Level 3 students have a full-time aide, while Level 1 students have programming and resources, but no aide.
"The trend with special education is for those costs to go up more than other costs," Farthing said. "There is more incidence of autism, more incidence of emotional problems.
"We found there are fewer Level 2 kids; that's good news. Maybe things are plateauing a bit," said the deputy minister.
"There are more Level 1 kids -- that's not such good news. It means more kids need help intermittently."
Elsewhere in the $2-billion-plus provincial school budget, lower raises for teachers "obviously would have an impact," said Farthing.
"The minister did say to school divisions, 'Keep your expenditures down as much as possible.' The numbers you see reflect a collective way to improve education in a prudent way," he said.
Manitoba Teachers' Society president Paul Olson said trustees need to ensure kids get the education they need, while paying for it is secondary.
"Their first imperative is to make sure they're meeting the educational obligations.
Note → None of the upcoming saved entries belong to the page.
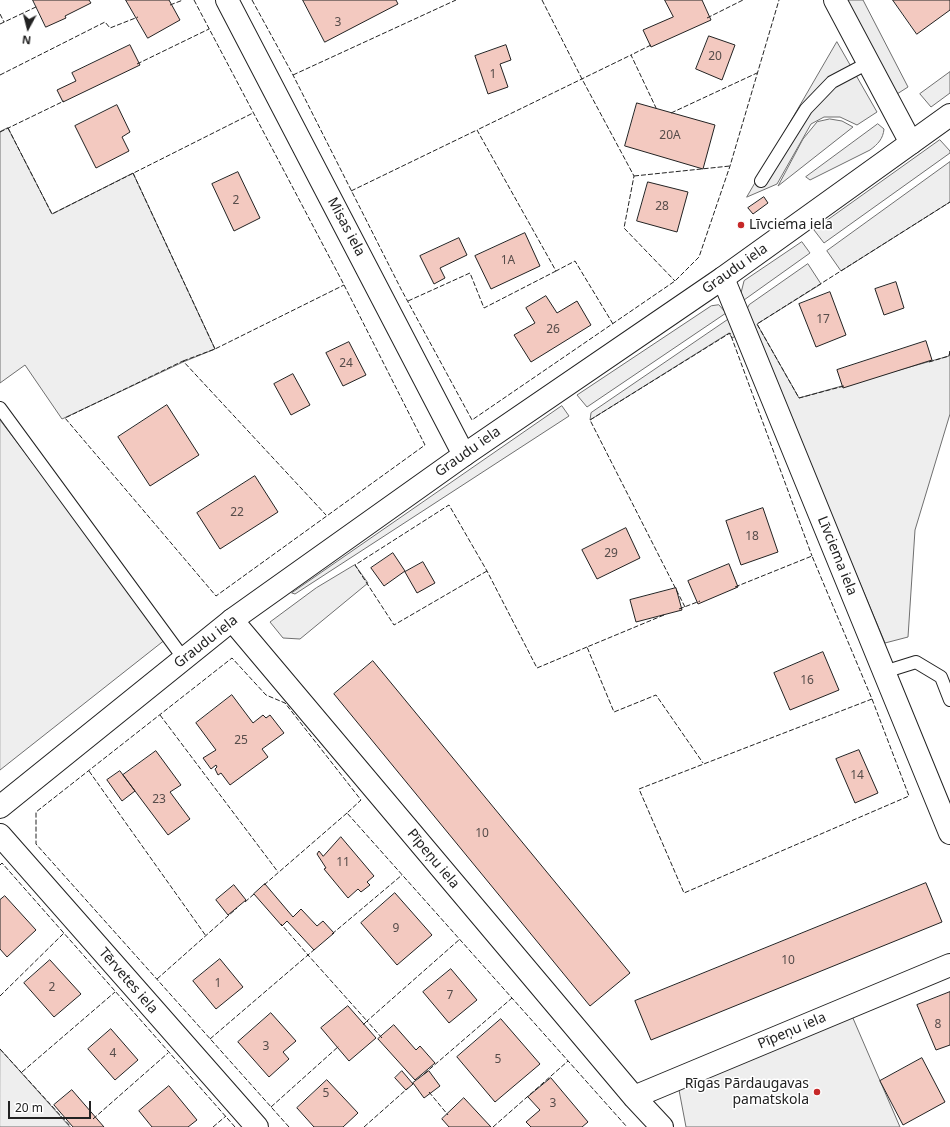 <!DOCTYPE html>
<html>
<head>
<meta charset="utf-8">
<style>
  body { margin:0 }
  #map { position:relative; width:950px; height:1127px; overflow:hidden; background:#fff; font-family:"Noto Sans",sans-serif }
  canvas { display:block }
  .north { position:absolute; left:8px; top:8px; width:40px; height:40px; -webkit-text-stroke:3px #fff; paint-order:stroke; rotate:187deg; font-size:11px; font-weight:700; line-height:16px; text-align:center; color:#222 }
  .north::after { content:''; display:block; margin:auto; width:14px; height:18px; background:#222; clip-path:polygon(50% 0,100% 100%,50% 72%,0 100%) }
  .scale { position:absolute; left:8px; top:1101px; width:83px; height:18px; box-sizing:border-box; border:2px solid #222; border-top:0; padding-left:5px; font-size:12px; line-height:14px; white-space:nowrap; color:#222; -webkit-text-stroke:3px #fff; paint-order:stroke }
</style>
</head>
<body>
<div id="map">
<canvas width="950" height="1127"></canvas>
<div class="north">N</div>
<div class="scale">20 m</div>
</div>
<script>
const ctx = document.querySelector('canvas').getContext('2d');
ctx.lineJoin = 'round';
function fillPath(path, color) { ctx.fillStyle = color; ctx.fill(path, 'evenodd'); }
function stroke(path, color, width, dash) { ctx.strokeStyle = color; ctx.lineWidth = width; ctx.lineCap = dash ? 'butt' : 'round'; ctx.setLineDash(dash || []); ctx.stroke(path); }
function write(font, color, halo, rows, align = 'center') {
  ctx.font = font + ' "Noto Sans",sans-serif'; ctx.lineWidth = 3; ctx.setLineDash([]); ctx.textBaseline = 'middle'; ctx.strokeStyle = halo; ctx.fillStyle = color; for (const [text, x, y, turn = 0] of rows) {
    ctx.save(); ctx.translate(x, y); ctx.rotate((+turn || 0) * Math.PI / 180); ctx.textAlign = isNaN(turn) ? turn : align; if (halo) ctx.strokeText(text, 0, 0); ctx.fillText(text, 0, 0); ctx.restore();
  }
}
const green = new Path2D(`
  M 950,72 L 950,93 L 931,107 L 920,94 Z
  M 830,119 L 842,121 L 853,127 L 778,186 L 803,139 L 817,122 Z
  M 878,124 L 884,129 C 883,139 878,144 870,150 L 810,180 L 806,177 Z
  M 8,128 L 52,214 L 133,173 L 215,349 L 183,362 L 62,419 L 25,365 L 0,383 L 0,132 Z
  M 940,140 L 950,151 L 950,153 L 824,243 L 814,230 Z
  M 950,162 L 950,202 L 841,271 L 827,251 Z
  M 802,242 L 810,253 L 744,300 L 741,293 L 744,281 Z
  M 808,264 L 821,284 L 757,324 L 799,398 L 949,356 L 950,351 L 950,414 L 915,530 L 908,637 L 885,643 L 746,311 L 749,305 Z
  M 719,305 L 726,313 L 587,407 L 577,395 L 711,306 Z
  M 729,319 L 736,336 L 732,338 L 729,333 L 590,420 L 591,413 Z
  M 562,406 L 569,416 L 295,594 L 292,593 Z
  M 0,420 L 166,639 L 0,770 Z
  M 355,565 L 368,583 L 300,639 L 283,638 L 270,622 L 316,588 Z
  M 852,1016 L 900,1127 L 686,1127 L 679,1090 Z
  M 0,1049 L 70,1127 L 0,1127 Z`);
const parking = new Path2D(`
  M 847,0 L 863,0 L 908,87 L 897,94 Z
  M 837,42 L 877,112 L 857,125 L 840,117 L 824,117 L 811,124 L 777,184 L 747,197 Z`);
const building = new Path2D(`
  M 33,0 L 89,0 L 91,3 L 65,16 L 66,18 L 46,27 Z
  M 126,0 L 169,0 L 180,20 L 148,38 Z
  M 303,0 L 396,0 L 398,4 L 325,42 Z
  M 665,0 L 702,0 L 711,20 L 651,47 L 643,30 L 673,17 Z
  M 893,0 L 950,0 L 950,10 L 917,34 Z
  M 709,36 L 735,45 L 722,80 L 696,69 Z
  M 130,45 L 140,65 L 63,102 L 57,90 L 76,81 L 72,73 Z
  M 506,45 L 511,60 L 500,64 L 508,87 L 488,94 L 475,56 Z
  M 637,103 L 715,125 L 703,169 L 625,146 Z
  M 117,105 L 130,132 L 122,137 L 129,151 L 96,168 L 75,126 Z
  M 238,172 L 260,218 L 234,231 L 212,184 Z
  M 648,182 L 688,192 L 677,232 L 637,221 Z
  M 764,197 L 768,203 L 753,214 L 748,208 Z
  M 525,233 L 540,266 L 491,289 L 475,256 Z
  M 459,238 L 467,255 L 440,268 L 445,278 L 434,284 L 420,256 Z
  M 896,282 L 904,308 L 884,315 L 875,289 Z
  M 830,292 L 846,335 L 816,347 L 799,304 Z
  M 546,296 L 557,313 L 577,301 L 591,325 L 531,362 L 514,335 L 535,323 L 526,308 Z
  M 926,341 L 932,360 L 843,388 L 837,370 Z
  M 349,342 L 366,375 L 343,386 L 326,353 Z
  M 293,374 L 310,405 L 291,415 L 274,384 Z
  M 167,405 L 199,455 L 150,486 L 118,437 Z
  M 255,476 L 278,512 L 220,549 L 197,513 Z
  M 763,508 L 778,552 L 741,565 L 726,521 Z
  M 626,528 L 640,558 L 597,579 L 582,550 Z
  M 393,553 L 405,571 L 384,586 L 371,568 Z
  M 423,562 L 435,583 L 417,593 L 405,572 Z
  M 729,564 L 738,587 L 698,604 L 688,581 Z
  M 676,588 L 682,610 L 636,622 L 630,600 Z
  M 823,652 L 839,690 L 790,710 L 774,673 Z
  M 373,661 L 630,973 L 590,1006 L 334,694 Z
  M 232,695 L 253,723 L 263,715 L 266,718 L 270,715 L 284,733 L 262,749 L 268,757 L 230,785 L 221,773 L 218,775 L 215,769 L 217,767 L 216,765 L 211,769 L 203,758 L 216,750 L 196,723 Z
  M 859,750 L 878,793 L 855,803 L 836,759 Z
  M 156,751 L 181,785 L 170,792 L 190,819 L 168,835 L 123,775 Z
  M 120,771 L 135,791 L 122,801 L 107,780 Z
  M 341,837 L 374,876 L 367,882 L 370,885 L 361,892 L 358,889 L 348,898 L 324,869 L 326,868 L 317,854 L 319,851 L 323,856 Z
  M 926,883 L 942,922 L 651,1040 L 635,1001 Z
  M 265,884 L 293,917 L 301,909 L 317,926 L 323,921 L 334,933 L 314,950 L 287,921 L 282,926 L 254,894 Z
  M 234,885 L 246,900 L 228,915 L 216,900 Z
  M 395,893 L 432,935 L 397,965 L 361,923 Z
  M 5,896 L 36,930 L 7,957 L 0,949 L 0,900 Z
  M 220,959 L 243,987 L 216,1009 L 193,981 Z
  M 50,960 L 81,994 L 54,1017 L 24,983 Z
  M 451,969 L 477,1000 L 449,1023 L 423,992 Z
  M 950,992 L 950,1045 L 936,1050 L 917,1005 Z
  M 348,1006 L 376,1038 L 349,1061 L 321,1028 Z
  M 271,1013 L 296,1041 L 283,1052 L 289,1059 L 269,1077 L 238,1042 Z
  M 501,1019 L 540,1064 L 495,1102 L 457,1057 Z
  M 394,1025 L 416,1050 L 420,1046 L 435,1063 L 415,1080 L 378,1039 Z
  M 111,1029 L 138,1060 L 115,1080 L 88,1049 Z
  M 922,1058 L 945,1102 L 903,1125 L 880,1081 Z
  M 402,1071 L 413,1084 L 406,1090 L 395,1078 Z
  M 429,1071 L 440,1086 L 424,1098 L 413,1083 Z
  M 551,1078 L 588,1122 L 582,1127 L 531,1127 L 526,1122 L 540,1110 L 528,1097 Z
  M 327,1080 L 358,1113 L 343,1127 L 314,1127 L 297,1108 Z
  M 169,1086 L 197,1120 L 188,1127 L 152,1127 L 139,1111 Z
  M 72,1090 L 104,1127 L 73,1127 L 54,1105 Z
  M 464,1098 L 491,1127 L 449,1127 L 442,1119 Z`);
const service = new Path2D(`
  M 761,181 L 806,109 L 832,82 L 868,63
  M 0,408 L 184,659
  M 884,672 L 916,662 L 941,677 L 950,700`);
const minor = new Path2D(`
  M 227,0 L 464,455
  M 835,0 L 911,143
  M 723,278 L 950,833
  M 232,620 L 634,1097 L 662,1127
  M 0,835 L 257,1127
  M 634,1097 L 950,965`);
const secondary = new Path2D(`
  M 0,807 L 232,620 L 464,455 L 723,278 L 950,115`);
const fence = new Path2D(`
  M 194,0 L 342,281 L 425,445 L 216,596 L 65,418 L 183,361 L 326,515
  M 252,0 L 293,75 L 401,289 L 472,420 L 675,281 L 699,257 L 730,166 L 779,0
  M 542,0 L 582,79 L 634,176 L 624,228 L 675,281
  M 170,5 L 183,0
  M 0,14 L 4,22
  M 707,18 L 743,0
  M 0,24 L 38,6
  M 651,45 L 631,55 L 657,110
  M 137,64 L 209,29
  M 0,75 L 105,22 L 110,28 L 138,17
  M 293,75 L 456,0
  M 671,113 L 757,73
  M 8,128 L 52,214 L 253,113
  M 0,132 L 64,101
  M 133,173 L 215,349
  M 634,176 L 730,166
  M 351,191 L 477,130
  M 408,301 L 470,273 L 484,308 L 556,271
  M 613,324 L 575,261 L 556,271 L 477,130 L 631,55
  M 183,361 L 215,349 L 344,285
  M 929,362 L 949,356 L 950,351
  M 844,386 L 799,398 L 757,324 L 950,202
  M 487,571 L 394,625 L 355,565 L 449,505 L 487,571 L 537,668 L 587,647
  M 735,587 L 812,556 L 872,699
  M 685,607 L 590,420 L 730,333 L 812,556
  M 679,609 L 700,601
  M 664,615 L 587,647 L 614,712 L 656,695 L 703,763
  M 872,699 L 909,796 L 684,893 L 639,789 Z
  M 160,715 L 278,872
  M 89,771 L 206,936
  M 0,865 L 2,863 L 235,1127
  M 264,885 L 347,813
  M 245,902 L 254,894
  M 332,934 L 402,875
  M 315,949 L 308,955 L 367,1021 L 363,1025
  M 157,979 L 237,908
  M 0,996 L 64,933
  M 382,1038 L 367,1021 L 460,939
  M 210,1039 L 308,955 L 281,924
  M 0,1049 L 71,1127
  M 22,1072 L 115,992
  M 424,1074 L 512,998
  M 429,1092 L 448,1115
  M 271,1107 L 339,1046
  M 93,1119 L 168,1053
  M 213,1127 L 226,1116
  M 289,1127 L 36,844 L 36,812 L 232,658 L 266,695 L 285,703 L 361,800 L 347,813 L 627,1127
  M 364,1127 L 408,1088
  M 493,1127 L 568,1061`);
const markers = [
  [741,225,4,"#c62828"],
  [817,1092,4,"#c62828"]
];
const numberNames = [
  ["3",338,23],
  ["20",715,57],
  ["1",493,75],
  ["20A",670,136],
  ["2",236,201],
  ["28",662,207],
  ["1A",508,261],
  ["17",823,320],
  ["26",553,330],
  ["24",346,364],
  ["22",237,513],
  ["18",752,537],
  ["29",611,554],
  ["16",807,681],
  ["25",241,741],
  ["14",857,776],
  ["23",159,800],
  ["10",482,834],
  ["11",343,863],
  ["9",396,929],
  ["10",788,961],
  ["1",218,984],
  ["2",52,988],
  ["7",450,996],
  ["8",938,1025],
  ["3",266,1047],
  ["4",113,1054],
  ["5",498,1060],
  ["5",326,1094],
  ["3",553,1104]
];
const poiNames = [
  ["Līvciema iela",749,225],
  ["Rīgas Pārdaugavas",809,1084,"right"],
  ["pamatskola",809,1100,"right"]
];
const streetNames = [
  ["Misas iela",346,227,62],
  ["Graudu iela",735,269,-35],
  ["Graudu iela",468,452,-35],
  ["Līvciema iela",837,556,68],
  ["Graudu iela",206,642,-38],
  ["Pīpeņu iela",433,859,50],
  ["Tērvetes iela",128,981,49],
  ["Pīpeņu iela",792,1031,-23]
];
fillPath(green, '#eee');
stroke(green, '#6f6f6f', 1);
fillPath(parking, '#ededed');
stroke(parking, '#6f6f6f', 1);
fillPath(building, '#f3c9c0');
stroke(building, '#222', 1);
stroke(service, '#222', 14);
stroke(minor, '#222', 24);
stroke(secondary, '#222', 24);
stroke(service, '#fff', 12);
stroke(minor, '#fff', 22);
stroke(secondary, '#fff', 22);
stroke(fence, '#222', 1, [5, 2]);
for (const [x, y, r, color] of markers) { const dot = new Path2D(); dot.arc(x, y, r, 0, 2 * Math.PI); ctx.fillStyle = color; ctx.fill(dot); stroke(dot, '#fff', 1.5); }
write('12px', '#564c4a', null, numberNames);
write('14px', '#222', '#fff', poiNames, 'left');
write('14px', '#222', '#fff', streetNames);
</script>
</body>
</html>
Make sure you do that first, then figure out how to finance it," Olson said.
"The expenditure changes are not huge. It's reflective of every year getting more expensive to operate our schools," said Carolyn Duhamel, executive director of the Manitoba School Boards Association.
Slowing down the rate of increase is both teachers' raises being less, and, she said, "There's no doubt the divisions are counting their pennies.
"The reality is, our student population is becoming more and more diverse. That is a struggle for school boards. They're doing what they can, they'd like to do more -- there are limits to resources."
Compared to the deep cuts in public education elsewhere in Canada, Duhamel said, "We're fairly comfortable with what we've got here in Manitoba."